Alcuni farmaci antidepressivi sono sicuri e utili per i pazienti con problemi cardiaci, mentre altri possono essere pericolosi:

  • Farmaci triciclici (TCAs): efficaci per la depressione, ma possono causare problemi cardiaci come aritmie e ipotensione. Non sono raccomandati per chi ha malattie cardiache.
  • Inibitori selettivi del reuptake della serotonina (SSRIs): sono considerati sicuri ed efficaci per i pazienti con sindrome coronarica acuta e cardiopatia ischemica. Migliorano la prognosi rispetto al placebo.
  • Altri antidepressivi hanno dati limitati sulla sicurezza e efficacia in questi pazienti.

Anche la psicoterapia può aiutare a migliorare la depressione, ma il suo effetto sulla salute del cuore è ancora oggetto di studio.

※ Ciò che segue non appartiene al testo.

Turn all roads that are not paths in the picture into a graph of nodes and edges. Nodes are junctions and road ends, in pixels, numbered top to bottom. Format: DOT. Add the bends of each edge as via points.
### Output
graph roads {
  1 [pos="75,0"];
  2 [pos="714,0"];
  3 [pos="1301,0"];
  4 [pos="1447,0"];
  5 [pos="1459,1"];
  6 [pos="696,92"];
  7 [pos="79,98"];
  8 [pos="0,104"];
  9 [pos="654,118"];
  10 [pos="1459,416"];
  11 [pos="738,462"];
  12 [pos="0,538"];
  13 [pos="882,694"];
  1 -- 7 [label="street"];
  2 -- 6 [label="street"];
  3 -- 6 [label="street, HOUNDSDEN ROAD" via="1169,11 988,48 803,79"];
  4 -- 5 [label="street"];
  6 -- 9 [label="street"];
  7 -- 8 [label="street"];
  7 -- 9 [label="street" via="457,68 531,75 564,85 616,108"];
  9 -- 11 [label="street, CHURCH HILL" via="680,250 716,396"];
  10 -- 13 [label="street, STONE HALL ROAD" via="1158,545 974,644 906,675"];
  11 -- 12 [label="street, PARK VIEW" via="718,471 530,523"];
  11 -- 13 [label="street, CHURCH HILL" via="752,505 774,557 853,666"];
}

Importanza di un approccio integrato

La depressione nei pazienti con malattia cardiaca è spesso sottovalutata e non trattata adeguatamente. Per questo motivo è importante che il paziente sia seguito da un team di esperti che includa:

  • Cardiologo
  • Psichiatra
  • Psicologo
  • Medico di medicina generale
  • Supporto familiare

Solo con un lavoro di squadra si possono creare programmi efficaci per individuare e curare la depressione nei pazienti con problemi cardiaci, migliorando così la loro qualità di vita e la prognosi.

In conclusione

La depressione è molto frequente nelle persone con cardiopatia ischemica e influisce negativamente sulla salute del cuore. Ci sono diversi meccanismi biologici e comportamentali che collegano queste due condizioni. Fortunatamente, esistono trattamenti sicuri ed efficaci, soprattutto con alcuni antidepressivi, e l’approccio migliore è quello multidisciplinare. Riconoscere e curare la depressione in questi pazienti è fondamentale per migliorare la loro salute complessiva.